EXERCISE AIM:
In the records below, find each line that holds "bridge" and return it.

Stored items
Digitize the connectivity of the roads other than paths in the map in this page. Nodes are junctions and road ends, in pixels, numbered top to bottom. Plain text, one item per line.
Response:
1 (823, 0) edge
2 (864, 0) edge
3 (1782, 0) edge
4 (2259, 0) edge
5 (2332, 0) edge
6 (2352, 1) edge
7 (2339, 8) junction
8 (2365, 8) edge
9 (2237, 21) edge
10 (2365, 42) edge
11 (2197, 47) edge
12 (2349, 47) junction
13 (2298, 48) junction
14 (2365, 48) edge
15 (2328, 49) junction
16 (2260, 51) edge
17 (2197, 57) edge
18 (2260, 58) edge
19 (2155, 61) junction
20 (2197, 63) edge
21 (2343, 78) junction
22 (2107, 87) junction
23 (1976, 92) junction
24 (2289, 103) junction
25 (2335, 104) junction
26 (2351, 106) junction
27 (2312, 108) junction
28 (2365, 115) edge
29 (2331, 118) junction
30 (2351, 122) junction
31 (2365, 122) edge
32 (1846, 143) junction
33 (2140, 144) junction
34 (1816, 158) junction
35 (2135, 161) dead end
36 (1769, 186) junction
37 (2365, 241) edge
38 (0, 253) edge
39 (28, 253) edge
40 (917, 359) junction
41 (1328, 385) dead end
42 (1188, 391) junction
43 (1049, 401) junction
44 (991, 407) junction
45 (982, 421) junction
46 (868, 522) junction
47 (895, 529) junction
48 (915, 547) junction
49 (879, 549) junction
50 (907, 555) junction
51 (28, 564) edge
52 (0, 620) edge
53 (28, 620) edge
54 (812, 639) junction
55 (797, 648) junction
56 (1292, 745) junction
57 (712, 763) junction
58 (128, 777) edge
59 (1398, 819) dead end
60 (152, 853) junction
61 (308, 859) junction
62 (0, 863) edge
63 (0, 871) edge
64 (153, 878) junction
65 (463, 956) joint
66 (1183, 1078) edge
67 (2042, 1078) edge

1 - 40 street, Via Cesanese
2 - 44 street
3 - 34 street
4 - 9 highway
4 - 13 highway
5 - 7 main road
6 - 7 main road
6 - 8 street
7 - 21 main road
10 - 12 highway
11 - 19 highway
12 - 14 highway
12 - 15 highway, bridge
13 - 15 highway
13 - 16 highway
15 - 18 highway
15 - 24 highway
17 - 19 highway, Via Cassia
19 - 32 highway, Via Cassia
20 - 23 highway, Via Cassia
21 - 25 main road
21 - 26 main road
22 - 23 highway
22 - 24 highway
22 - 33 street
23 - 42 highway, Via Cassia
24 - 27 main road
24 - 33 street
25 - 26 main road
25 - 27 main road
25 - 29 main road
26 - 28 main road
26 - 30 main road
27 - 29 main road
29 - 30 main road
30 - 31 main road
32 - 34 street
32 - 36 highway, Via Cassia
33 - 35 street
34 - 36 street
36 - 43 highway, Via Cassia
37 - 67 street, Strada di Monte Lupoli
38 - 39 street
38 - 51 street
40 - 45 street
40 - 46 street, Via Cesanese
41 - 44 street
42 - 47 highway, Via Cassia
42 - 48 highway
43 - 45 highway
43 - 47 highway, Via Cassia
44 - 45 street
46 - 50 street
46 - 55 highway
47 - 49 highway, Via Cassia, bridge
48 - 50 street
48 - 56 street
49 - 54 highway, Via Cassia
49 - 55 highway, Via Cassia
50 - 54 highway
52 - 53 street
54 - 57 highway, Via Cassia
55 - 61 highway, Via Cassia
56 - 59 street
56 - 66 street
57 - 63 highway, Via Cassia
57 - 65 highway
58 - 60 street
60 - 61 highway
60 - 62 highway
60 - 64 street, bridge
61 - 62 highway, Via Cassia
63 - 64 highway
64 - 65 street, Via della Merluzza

YOUR SOLUTION:
12 - 15 highway, bridge
47 - 49 highway, Via Cassia, bridge
60 - 64 street, bridge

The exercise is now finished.